People who spent years using older permanent hair dyes may have somewhat higher odds of developing leukemia, a new study suggests.
Researchers found that among men and women surveyed in the late 1980s, those who had used permanent hair dyes prior to 1980 were more likely to develop leukemia than adults who had never dyed their hair.
Acute leukemia is a quickly progressing form of leukemia in which immature, non-functioning blood cells accumulate and crowd out normal cells. Hair dyes have long been studied as a potential risk factor for a number of cancers, but research has yielded conflicting findings.
Older formulations contained potentially cancer-causing chemicals, and there is evidence tying hair dyes to the risk of blood-related cancers such as leukemia and multiple myeloma. Not all studies, however, have come to this conclusion.

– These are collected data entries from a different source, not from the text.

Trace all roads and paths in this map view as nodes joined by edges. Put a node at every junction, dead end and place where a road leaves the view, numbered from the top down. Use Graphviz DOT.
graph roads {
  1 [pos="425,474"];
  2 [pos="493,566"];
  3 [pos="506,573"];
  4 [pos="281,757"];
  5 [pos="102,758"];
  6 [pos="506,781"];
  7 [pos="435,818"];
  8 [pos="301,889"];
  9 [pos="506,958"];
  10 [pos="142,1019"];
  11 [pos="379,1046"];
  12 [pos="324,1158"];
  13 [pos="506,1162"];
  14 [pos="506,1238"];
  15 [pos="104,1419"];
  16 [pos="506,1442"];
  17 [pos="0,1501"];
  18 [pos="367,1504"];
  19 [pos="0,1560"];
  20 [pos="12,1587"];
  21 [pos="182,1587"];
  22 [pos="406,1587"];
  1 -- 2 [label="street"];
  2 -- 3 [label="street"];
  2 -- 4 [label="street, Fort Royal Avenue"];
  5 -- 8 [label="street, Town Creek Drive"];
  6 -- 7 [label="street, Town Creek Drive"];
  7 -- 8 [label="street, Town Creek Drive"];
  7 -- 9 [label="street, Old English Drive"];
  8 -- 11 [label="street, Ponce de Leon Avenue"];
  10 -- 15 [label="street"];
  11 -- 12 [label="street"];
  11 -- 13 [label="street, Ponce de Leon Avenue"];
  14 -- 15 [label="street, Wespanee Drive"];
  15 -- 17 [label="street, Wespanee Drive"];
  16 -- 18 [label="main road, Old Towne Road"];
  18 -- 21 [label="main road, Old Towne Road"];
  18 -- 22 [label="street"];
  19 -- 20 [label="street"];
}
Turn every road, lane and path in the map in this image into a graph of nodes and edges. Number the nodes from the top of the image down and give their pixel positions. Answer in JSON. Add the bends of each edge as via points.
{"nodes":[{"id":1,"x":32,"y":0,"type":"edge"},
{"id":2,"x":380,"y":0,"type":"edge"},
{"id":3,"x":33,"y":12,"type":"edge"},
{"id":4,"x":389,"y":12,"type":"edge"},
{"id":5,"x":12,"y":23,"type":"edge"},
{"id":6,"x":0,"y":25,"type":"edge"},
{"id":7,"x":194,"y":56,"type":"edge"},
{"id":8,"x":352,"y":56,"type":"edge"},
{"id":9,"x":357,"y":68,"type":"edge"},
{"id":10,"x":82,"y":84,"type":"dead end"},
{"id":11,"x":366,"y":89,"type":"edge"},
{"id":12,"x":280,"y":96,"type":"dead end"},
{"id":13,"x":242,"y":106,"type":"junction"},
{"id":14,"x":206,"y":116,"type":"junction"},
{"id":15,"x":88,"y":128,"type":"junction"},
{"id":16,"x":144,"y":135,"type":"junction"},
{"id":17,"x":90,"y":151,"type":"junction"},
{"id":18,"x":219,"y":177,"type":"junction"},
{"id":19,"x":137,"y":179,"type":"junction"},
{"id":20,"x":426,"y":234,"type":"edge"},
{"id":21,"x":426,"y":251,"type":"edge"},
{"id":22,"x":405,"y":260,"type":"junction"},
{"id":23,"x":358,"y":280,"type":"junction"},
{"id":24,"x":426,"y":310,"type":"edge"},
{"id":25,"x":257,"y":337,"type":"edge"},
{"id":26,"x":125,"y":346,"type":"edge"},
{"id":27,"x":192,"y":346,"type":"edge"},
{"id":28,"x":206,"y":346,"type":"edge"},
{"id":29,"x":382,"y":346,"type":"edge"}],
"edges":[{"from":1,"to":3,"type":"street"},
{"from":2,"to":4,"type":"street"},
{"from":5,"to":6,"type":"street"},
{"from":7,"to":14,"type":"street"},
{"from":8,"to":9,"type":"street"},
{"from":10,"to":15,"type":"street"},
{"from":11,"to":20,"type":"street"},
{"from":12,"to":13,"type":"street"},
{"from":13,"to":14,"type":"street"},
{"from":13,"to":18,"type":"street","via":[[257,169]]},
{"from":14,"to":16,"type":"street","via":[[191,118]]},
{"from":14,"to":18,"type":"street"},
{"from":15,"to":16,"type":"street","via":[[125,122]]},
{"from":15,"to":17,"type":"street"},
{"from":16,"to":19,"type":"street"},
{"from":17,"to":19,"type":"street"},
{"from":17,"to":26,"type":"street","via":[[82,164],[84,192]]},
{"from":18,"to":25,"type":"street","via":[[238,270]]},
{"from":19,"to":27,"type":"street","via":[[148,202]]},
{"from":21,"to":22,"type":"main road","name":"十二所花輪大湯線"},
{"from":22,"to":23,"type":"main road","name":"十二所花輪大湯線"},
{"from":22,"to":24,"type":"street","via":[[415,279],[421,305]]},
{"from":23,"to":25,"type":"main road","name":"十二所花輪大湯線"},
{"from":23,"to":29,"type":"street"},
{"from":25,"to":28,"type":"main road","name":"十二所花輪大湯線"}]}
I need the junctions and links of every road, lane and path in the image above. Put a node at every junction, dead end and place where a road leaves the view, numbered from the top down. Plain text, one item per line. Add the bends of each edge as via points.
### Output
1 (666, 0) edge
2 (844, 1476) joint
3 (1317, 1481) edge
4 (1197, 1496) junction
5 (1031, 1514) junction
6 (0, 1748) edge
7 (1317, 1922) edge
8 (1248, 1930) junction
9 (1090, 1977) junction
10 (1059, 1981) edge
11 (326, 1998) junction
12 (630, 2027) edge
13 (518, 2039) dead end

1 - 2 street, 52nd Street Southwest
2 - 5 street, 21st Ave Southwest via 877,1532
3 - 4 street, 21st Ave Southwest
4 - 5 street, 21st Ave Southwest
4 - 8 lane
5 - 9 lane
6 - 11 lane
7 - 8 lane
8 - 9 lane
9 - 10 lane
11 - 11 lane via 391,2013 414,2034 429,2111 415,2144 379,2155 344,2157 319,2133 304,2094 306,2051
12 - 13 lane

The new study compared 769 acute leukemia patients with 623 adults without the disease. It found that men and women who had used permanent dyes one to five times per year for 15 years or longer were more than twice as likely to develop leukemia as people who had never dyed their hair.
Temporary hair dyes that wash out with a few shampoos and hair dye use beginning in 1980 or later were not linked to the disease.
Together with past research, these findings suggest hair dye use is a “potential but not an especially strong risk factor” for leukemia and other blood-related cancers, according to lead study author Dr. Garth H. Rauscher of the University of Illinois in Chicago.
And it does appear that long-term use and use of older coloring products are key factors, Rauscher told Reuters Health.
He and his colleagues report the findings in the current issue of the American Journal of Epidemiology.
The findings are similar to those of a study earlier this year that linked long-term use of older permanent hair dyes to an increased risk of non-Hodgkin lymphoma in women. Again, women who used hair dyes after 1980 did not have an elevated cancer risk, and the researchers speculated that changes in product formulations made in response to cancer concerns could be the reason.
Rauscher said evidence so far suggests that while people who have colored their hair do not seem to face a greater risk of most cancers, the “possible exception” is cancer of the blood or lymph nodes-which includes leukemia and non-Hodgkin lymphoma.
The reason is unclear, but it may have to do with the fact that the blood is the “first point of contact” for cancer-promoting chemicals that are able to penetrate the scalp, Rauscher noted.
However, he also pointed out that while some studies like his - comparisons of leukemia or lymphoma patients with healthy adults - have linked hair dyes to a higher cancer risk, other studies that have followed hair dye users over time have failed to do so.